Dear Arrow Writers,  Do try to keep in mind that you have made Lilah the new director of Argus.  In such a circumstance, perhaps it is unwise to show her husband giving her a condescending little speech about her safety, and how he doesn't want her to go home while she's in danger.

Behold.  The dour countenance of a marginalized woman.

Try to remember that it would be acceptable for her to have some of her own agency, or even to have made this decision about her safety and the safety of her daughter all on her own without needing a big strong man to take care of her.
Respectfully,
Me, on behalf of every woman in the world.

Of course, you did smash it out of the park with Felicity.  That scene with her and Oliver is brilliant.  Nice job.

And the cheerful face of a woman in charge of her own damn self.

Hey, John, question...  How come Lilah has to hole up in a moving truck to stay out of Andy's way, but you get to go off like a dumbass all by yourself, without even your armor?  See, this is why it would make more sense if she was being sensible all on her own, because then your reckless actions would look so much less hypocritical and insane.

 And here we have the face of a man about to make very bad decisions.

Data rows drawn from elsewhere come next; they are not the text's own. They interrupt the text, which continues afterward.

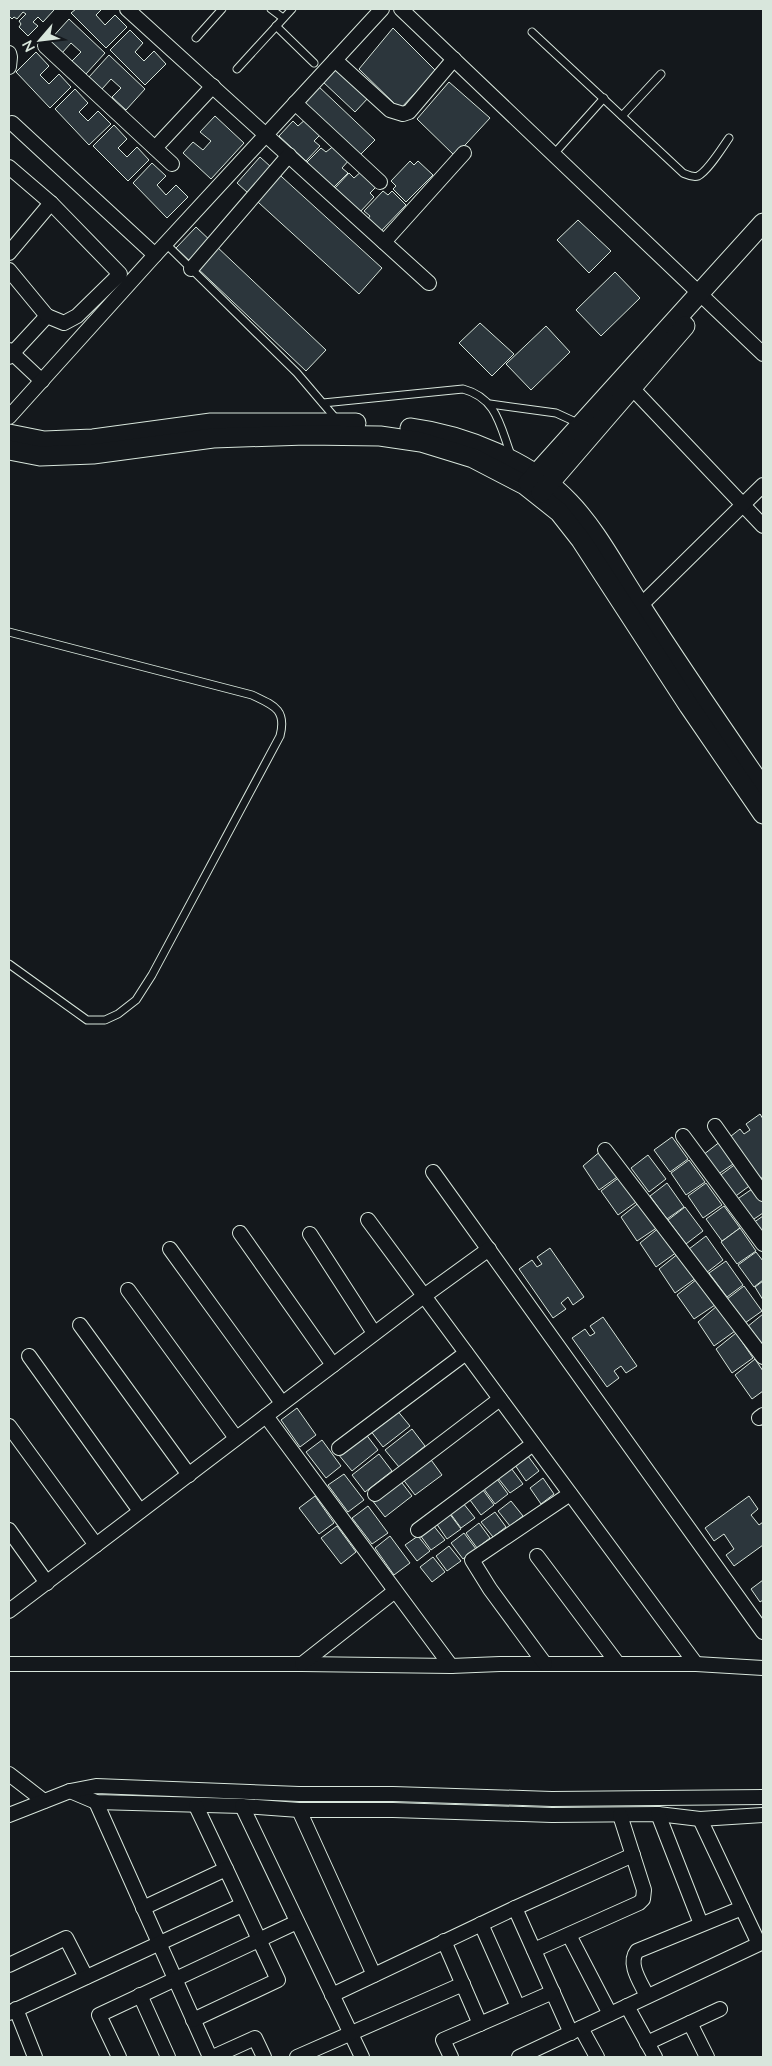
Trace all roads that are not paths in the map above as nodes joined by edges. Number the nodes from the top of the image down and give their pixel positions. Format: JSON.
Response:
{"nodes":[{"id":1,"x":127,"y":9,"type":"edge"},
{"id":2,"x":222,"y":9,"type":"edge"},
{"id":3,"x":271,"y":9,"type":"edge"},
{"id":4,"x":292,"y":9,"type":"edge"},
{"id":5,"x":382,"y":9,"type":"edge"},
{"id":6,"x":401,"y":9,"type":"edge"},
{"id":7,"x":283,"y":18,"type":"junction"},
{"id":8,"x":276,"y":26,"type":"junction"},
{"id":9,"x":532,"y":32,"type":"dead end"},
{"id":10,"x":196,"y":38,"type":"dead end"},
{"id":11,"x":45,"y":46,"type":"dead end"},
{"id":12,"x":9,"y":53,"type":"edge"},
{"id":13,"x":335,"y":60,"type":"junction"},
{"id":14,"x":454,"y":60,"type":"junction"},
{"id":15,"x":314,"y":63,"type":"dead end"},
{"id":16,"x":9,"y":67,"type":"edge"},
{"id":17,"x":237,"y":70,"type":"dead end"},
{"id":18,"x":661,"y":74,"type":"dead end"},
{"id":19,"x":213,"y":86,"type":"junction"},
{"id":20,"x":604,"y":98,"type":"junction"},
{"id":21,"x":295,"y":103,"type":"junction"},
{"id":22,"x":622,"y":116,"type":"junction"},
{"id":23,"x":12,"y":123,"type":"dead end"},
{"id":24,"x":266,"y":134,"type":"junction"},
{"id":25,"x":729,"y":138,"type":"dead end"},
{"id":26,"x":155,"y":148,"type":"junction"},
{"id":27,"x":464,"y":153,"type":"dead end"},
{"id":28,"x":553,"y":154,"type":"junction"},
{"id":29,"x":289,"y":155,"type":"junction"},
{"id":30,"x":172,"y":164,"type":"dead end"},
{"id":31,"x":9,"y":167,"type":"edge"},
{"id":32,"x":380,"y":182,"type":"dead end"},
{"id":33,"x":50,"y":202,"type":"junction"},
{"id":34,"x":763,"y":223,"type":"edge"},
{"id":35,"x":763,"y":240,"type":"edge"},
{"id":36,"x":384,"y":242,"type":"junction"},
{"id":37,"x":166,"y":244,"type":"junction"},
{"id":38,"x":9,"y":253,"type":"edge"},
{"id":39,"x":155,"y":255,"type":"junction"},
{"id":40,"x":191,"y":269,"type":"junction"},
{"id":41,"x":9,"y":270,"type":"edge"},
{"id":42,"x":429,"y":283,"type":"dead end"},
{"id":43,"x":702,"y":297,"type":"junction"},
{"id":44,"x":47,"y":316,"type":"junction"},
{"id":45,"x":10,"y":354,"type":"edge"},
{"id":46,"x":763,"y":354,"type":"edge"},
{"id":47,"x":42,"y":381,"type":"junction"},
{"id":48,"x":632,"y":388,"type":"junction"},
{"id":49,"x":323,"y":403,"type":"junction"},
{"id":50,"x":490,"y":404,"type":"junction"},
{"id":51,"x":9,"y":417,"type":"edge"},
{"id":52,"x":339,"y":422,"type":"junction"},
{"id":53,"x":580,"y":424,"type":"junction"},
{"id":54,"x":9,"y":434,"type":"edge"},
{"id":55,"x":9,"y":450,"type":"edge"},
{"id":56,"x":514,"y":463,"type":"junction"},
{"id":57,"x":537,"y":485,"type":"junction"},
{"id":58,"x":763,"y":485,"type":"edge"},
{"id":59,"x":743,"y":504,"type":"junction"},
{"id":60,"x":763,"y":526,"type":"edge"},
{"id":61,"x":640,"y":606,"type":"junction"},
{"id":62,"x":9,"y":632,"type":"edge"},
{"id":63,"x":763,"y":788,"type":"edge"},
{"id":64,"x":763,"y":814,"type":"edge"},
{"id":65,"x":9,"y":964,"type":"edge"},
{"id":66,"x":715,"y":1126,"type":"dead end"},
{"id":67,"x":683,"y":1136,"type":"dead end"},
{"id":68,"x":605,"y":1150,"type":"dead end"},
{"id":69,"x":433,"y":1172,"type":"dead end"},
{"id":70,"x":763,"y":1194,"type":"edge"},
{"id":71,"x":368,"y":1220,"type":"dead end"},
{"id":72,"x":240,"y":1233,"type":"dead end"},
{"id":73,"x":310,"y":1234,"type":"dead end"},
{"id":74,"x":763,"y":1244,"type":"edge"},
{"id":75,"x":170,"y":1249,"type":"dead end"},
{"id":76,"x":489,"y":1249,"type":"junction"},
{"id":77,"x":128,"y":1290,"type":"dead end"},
{"id":78,"x":424,"y":1296,"type":"junction"},
{"id":79,"x":80,"y":1325,"type":"dead end"},
{"id":80,"x":374,"y":1333,"type":"junction"},
{"id":81,"x":466,"y":1353,"type":"junction"},
{"id":82,"x":29,"y":1356,"type":"dead end"},
{"id":83,"x":763,"y":1357,"type":"edge"},
{"id":84,"x":333,"y":1365,"type":"junction"},
{"id":85,"x":500,"y":1400,"type":"junction"},
{"id":86,"x":282,"y":1403,"type":"junction"},
{"id":87,"x":266,"y":1416,"type":"junction"},
{"id":88,"x":9,"y":1426,"type":"edge"},
{"id":89,"x":236,"y":1438,"type":"junction"},
{"id":90,"x":533,"y":1444,"type":"junction"},
{"id":91,"x":339,"y":1448,"type":"dead end"},
{"id":92,"x":188,"y":1475,"type":"junction"},
{"id":93,"x":375,"y":1494,"type":"dead end"},
{"id":94,"x":570,"y":1494,"type":"junction"},
{"id":95,"x":140,"y":1511,"type":"junction"},
{"id":96,"x":9,"y":1530,"type":"edge"},
{"id":97,"x":418,"y":1530,"type":"dead end"},
{"id":98,"x":96,"y":1545,"type":"junction"},
{"id":99,"x":537,"y":1556,"type":"dead end"},
{"id":100,"x":47,"y":1582,"type":"junction"},
{"id":101,"x":395,"y":1590,"type":"junction"},
{"id":102,"x":9,"y":1612,"type":"edge"},
{"id":103,"x":763,"y":1632,"type":"edge"},
{"id":104,"x":9,"y":1664,"type":"edge"},
{"id":105,"x":302,"y":1664,"type":"junction"},
{"id":106,"x":545,"y":1664,"type":"junction"},
{"id":107,"x":618,"y":1664,"type":"junction"},
{"id":108,"x":696,"y":1664,"type":"junction"},
{"id":109,"x":450,"y":1666,"type":"junction"},
{"id":110,"x":763,"y":1668,"type":"edge"},
{"id":111,"x":9,"y":1774,"type":"edge"},
{"id":112,"x":70,"y":1792,"type":"junction"},
{"id":113,"x":763,"y":1798,"type":"edge"},
{"id":114,"x":44,"y":1801,"type":"junction"},
{"id":115,"x":96,"y":1802,"type":"junction"},
{"id":116,"x":196,"y":1806,"type":"junction"},
{"id":117,"x":242,"y":1806,"type":"junction"},
{"id":118,"x":299,"y":1810,"type":"junction"},
{"id":119,"x":658,"y":1814,"type":"junction"},
{"id":120,"x":620,"y":1815,"type":"junction"},
{"id":121,"x":763,"y":1815,"type":"edge"},
{"id":122,"x":9,"y":1816,"type":"edge"},
{"id":123,"x":700,"y":1819,"type":"junction"},
{"id":124,"x":633,"y":1855,"type":"junction"},
{"id":125,"x":226,"y":1869,"type":"junction"},
{"id":126,"x":242,"y":1905,"type":"junction"},
{"id":127,"x":143,"y":1908,"type":"junction"},
{"id":128,"x":515,"y":1908,"type":"junction"},
{"id":129,"x":742,"y":1908,"type":"junction"},
{"id":130,"x":297,"y":1922,"type":"junction"},
{"id":131,"x":481,"y":1924,"type":"junction"},
{"id":132,"x":701,"y":1924,"type":"junction"},
{"id":133,"x":569,"y":1935,"type":"junction"},
{"id":134,"x":258,"y":1940,"type":"junction"},
{"id":135,"x":444,"y":1941,"type":"junction"},
{"id":136,"x":159,"y":1943,"type":"junction"},
{"id":137,"x":534,"y":1950,"type":"junction"},
{"id":138,"x":9,"y":1965,"type":"edge"},
{"id":139,"x":374,"y":1975,"type":"junction"},
{"id":140,"x":86,"y":1977,"type":"junction"},
{"id":141,"x":175,"y":1979,"type":"junction"},
{"id":142,"x":463,"y":1984,"type":"junction"},
{"id":143,"x":553,"y":1992,"type":"junction"},
{"id":144,"x":140,"y":1995,"type":"junction"},
{"id":145,"x":332,"y":1995,"type":"junction"},
{"id":146,"x":647,"y":1996,"type":"junction"},
{"id":147,"x":627,"y":2006,"type":"junction"},
{"id":148,"x":518,"y":2007,"type":"junction"},
{"id":149,"x":720,"y":2009,"type":"dead end"},
{"id":150,"x":12,"y":2011,"type":"edge"},
{"id":151,"x":610,"y":2014,"type":"junction"},
{"id":152,"x":193,"y":2020,"type":"junction"},
{"id":153,"x":690,"y":2023,"type":"junction"},
{"id":154,"x":480,"y":2024,"type":"junction"},
{"id":155,"x":576,"y":2030,"type":"junction"},
{"id":156,"x":351,"y":2034,"type":"junction"},
{"id":157,"x":647,"y":2043,"type":"junction"},
{"id":158,"x":35,"y":2057,"type":"edge"},
{"id":159,"x":118,"y":2057,"type":"edge"},
{"id":160,"x":168,"y":2057,"type":"edge"},
{"id":161,"x":211,"y":2057,"type":"edge"},
{"id":162,"x":264,"y":2057,"type":"edge"},
{"id":163,"x":298,"y":2057,"type":"edge"},
{"id":164,"x":362,"y":2057,"type":"edge"},
{"id":165,"x":451,"y":2057,"type":"edge"},
{"id":166,"x":519,"y":2057,"type":"edge"},
{"id":167,"x":597,"y":2057,"type":"edge"},
{"id":168,"x":655,"y":2057,"type":"edge"},
{"id":169,"x":708,"y":2057,"type":"edge"}],
"edges":[{"from":1,"to":19,"type":"street"},
{"from":2,"to":10,"type":"lane"},
{"from":3,"to":7,"type":"lane"},
{"from":4,"to":7,"type":"lane"},
{"from":5,"to":13,"type":"street"},
{"from":6,"to":14,"type":"street"},
{"from":7,"to":8,"type":"lane"},
{"from":8,"to":15,"type":"lane"},
{"from":8,"to":17,"type":"lane"},
{"from":9,"to":20,"type":"lane"},
{"from":11,"to":26,"type":"street"},
{"from":12,"to":16,"type":"street"},
{"from":13,"to":14,"type":"street"},
{"from":13,"to":21,"type":"street"},
{"from":14,"to":28,"type":"street"},
{"from":18,"to":22,"type":"lane"},
{"from":19,"to":24,"type":"street"},
{"from":19,"to":26,"type":"street"},
{"from":20,"to":22,"type":"lane"},
{"from":20,"to":28,"type":"lane"},
{"from":21,"to":24,"type":"street"},
{"from":21,"to":32,"type":"street"},
{"from":22,"to":25,"type":"lane"},
{"from":23,"to":39,"type":"street"},
{"from":24,"to":29,"type":"street"},
{"from":24,"to":37,"type":"street"},
{"from":26,"to":30,"type":"street"},
{"from":27,"to":36,"type":"street"},
{"from":28,"to":43,"type":"street"},
{"from":29,"to":36,"type":"street"},
{"from":29,"to":40,"type":"street"},
{"from":31,"to":33,"type":"street"},
{"from":33,"to":38,"type":"street"},
{"from":33,"to":44,"type":"street"},
{"from":34,"to":43,"type":"main road"},
{"from":35,"to":43,"type":"main road"},
{"from":36,"to":42,"type":"street"},
{"from":37,"to":39,"type":"street"},
{"from":37,"to":40,"type":"lane"},
{"from":39,"to":47,"type":"street"},
{"from":40,"to":49,"type":"lane"},
{"from":41,"to":44,"type":"street"},
{"from":43,"to":46,"type":"street"},
{"from":43,"to":48,"type":"main road"},
{"from":43,"to":53,"type":"main road"},
{"from":44,"to":45,"type":"street"},
{"from":45,"to":47,"type":"street"},
{"from":47,"to":51,"type":"street"},
{"from":48,"to":57,"type":"main road"},
{"from":48,"to":59,"type":"street"},
{"from":49,"to":50,"type":"lane"},
{"from":49,"to":52,"type":"lane"},
{"from":50,"to":53,"type":"lane"},
{"from":50,"to":56,"type":"lane"},
{"from":52,"to":54,"type":"main road"},
{"from":52,"to":56,"type":"main road"},
{"from":53,"to":57,"type":"main road"},
{"from":55,"to":57,"type":"main road"},
{"from":56,"to":57,"type":"main road"},
{"from":57,"to":61,"type":"main road"},
{"from":57,"to":64,"type":"main road"},
{"from":58,"to":59,"type":"street"},
{"from":59,"to":60,"type":"street"},
{"from":59,"to":61,"type":"street"},
{"from":61,"to":63,"type":"main road"},
{"from":62,"to":65,"type":"lane"},
{"from":66,"to":70,"type":"street"},
{"from":67,"to":74,"type":"street"},
{"from":68,"to":83,"type":"street"},
{"from":69,"to":76,"type":"street"},
{"from":71,"to":78,"type":"street"},
{"from":72,"to":84,"type":"street"},
{"from":73,"to":80,"type":"street"},
{"from":75,"to":86,"type":"street"},
{"from":76,"to":78,"type":"street"},
{"from":76,"to":103,"type":"street"},
{"from":77,"to":89,"type":"street"},
{"from":78,"to":80,"type":"street"},
{"from":78,"to":81,"type":"street"},
{"from":79,"to":92,"type":"street"},
{"from":80,"to":84,"type":"street"},
{"from":81,"to":85,"type":"street"},
{"from":81,"to":91,"type":"street"},
{"from":82,"to":95,"type":"street"},
{"from":84,"to":86,"type":"street"},
{"from":85,"to":90,"type":"street"},
{"from":85,"to":93,"type":"street"},
{"from":86,"to":87,"type":"street"},
{"from":87,"to":89,"type":"street"},
{"from":87,"to":101,"type":"street"},
{"from":88,"to":98,"type":"street"},
{"from":89,"to":92,"type":"street"},
{"from":90,"to":94,"type":"street"},
{"from":90,"to":97,"type":"street"},
{"from":92,"to":95,"type":"street"},
{"from":94,"to":106,"type":"street"},
{"from":94,"to":108,"type":"street"},
{"from":95,"to":98,"type":"street"},
{"from":96,"to":100,"type":"street"},
{"from":98,"to":100,"type":"street"},
{"from":99,"to":107,"type":"street"},
{"from":100,"to":102,"type":"street"},
{"from":101,"to":105,"type":"street"},
{"from":101,"to":109,"type":"street"},
{"from":104,"to":105,"type":"street"},
{"from":105,"to":109,"type":"street"},
{"from":106,"to":107,"type":"street"},
{"from":106,"to":109,"type":"street"},
{"from":107,"to":108,"type":"street"},
{"from":108,"to":110,"type":"street"},
{"from":111,"to":114,"type":"street"},
{"from":112,"to":113,"type":"street"},
{"from":112,"to":114,"type":"street"},
{"from":112,"to":115,"type":"street"},
{"from":114,"to":122,"type":"street"},
{"from":115,"to":116,"type":"street"},
{"from":115,"to":127,"type":"street"},
{"from":116,"to":117,"type":"street"},
{"from":116,"to":125,"type":"street"},
{"from":117,"to":118,"type":"street"},
{"from":117,"to":130,"type":"street"},
{"from":118,"to":120,"type":"street"},
{"from":118,"to":139,"type":"street"},
{"from":119,"to":120,"type":"street"},
{"from":119,"to":123,"type":"street"},
{"from":119,"to":132,"type":"street"},
{"from":120,"to":124,"type":"street"},
{"from":121,"to":123,"type":"street"},
{"from":123,"to":129,"type":"street"},
{"from":124,"to":128,"type":"street"},
{"from":124,"to":133,"type":"street"},
{"from":125,"to":126,"type":"street"},
{"from":125,"to":127,"type":"street"},
{"from":126,"to":134,"type":"street"},
{"from":126,"to":136,"type":"street"},
{"from":127,"to":136,"type":"street"},
{"from":128,"to":131,"type":"street"},
{"from":128,"to":137,"type":"street"},
{"from":129,"to":132,"type":"street"},
{"from":129,"to":146,"type":"street"},
{"from":130,"to":134,"type":"street"},
{"from":130,"to":145,"type":"street"},
{"from":131,"to":135,"type":"street"},
{"from":131,"to":148,"type":"street"},
{"from":132,"to":146,"type":"street"},
{"from":133,"to":137,"type":"street"},
{"from":133,"to":151,"type":"street"},
{"from":134,"to":141,"type":"street"},
{"from":134,"to":152,"type":"street"},
{"from":135,"to":139,"type":"street"},
{"from":135,"to":142,"type":"street"},
{"from":136,"to":140,"type":"street"},
{"from":136,"to":141,"type":"street"},
{"from":137,"to":143,"type":"street"},
{"from":138,"to":140,"type":"street"},
{"from":139,"to":145,"type":"street"},
{"from":140,"to":150,"type":"street"},
{"from":141,"to":144,"type":"street"},
{"from":141,"to":152,"type":"street"},
{"from":142,"to":154,"type":"street"},
{"from":142,"to":156,"type":"street"},
{"from":143,"to":148,"type":"street"},
{"from":143,"to":155,"type":"street"},
{"from":144,"to":159,"type":"street"},
{"from":144,"to":160,"type":"street"},
{"from":145,"to":156,"type":"street"},
{"from":146,"to":147,"type":"street"},
{"from":147,"to":151,"type":"street"},
{"from":147,"to":157,"type":"street"},
{"from":148,"to":154,"type":"street"},
{"from":149,"to":153,"type":"street"},
{"from":150,"to":158,"type":"street"},
{"from":151,"to":155,"type":"street"},
{"from":152,"to":161,"type":"street"},
{"from":153,"to":157,"type":"street"},
{"from":153,"to":169,"type":"street"},
{"from":154,"to":165,"type":"street"},
{"from":155,"to":166,"type":"street"},
{"from":155,"to":167,"type":"street"},
{"from":156,"to":163,"type":"street"},
{"from":156,"to":164,"type":"street"},
{"from":157,"to":168,"type":"street"},
{"from":161,"to":162,"type":"street"}]}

You know, I'm perpetually curious as to what kind of guns they're using on this show.  No one ever seems to need to reload, unless it's an important plot point or it will look badass.  I realize six-shooters are no longer standard, but still.  They do seem to be able to shoot a ridiculous number of times with no regard for ammo.

Dear make-up crew,
Morning after make-up should either be smudged (from sleeping in what you wore the night before) or so subtle that we can pretend she's not wearing any.  It should NOT look like Thea's face does at this moment.



Raise your hand if you pegged the fact that Fortuna was a woman the moment they showed up in formal wear!  I dunno why, something about the James Bond attire left me positive that it was gonna be a foxy lady.

And then we all rolled our eyes.

Soooo... I'm thinking Oliver can't pass this test.  But Felicity...  Now there's a lady who knows how to draw on the light.  Amiright?

Fan Art by C100D17


HAH!!! THEA'S BOYFRIEND IS EVIL!  WHO CALLED IT?

Childcare tip: When making an escape by motorcycle, wear the baby on your chest so that your Kevlar can protect you both.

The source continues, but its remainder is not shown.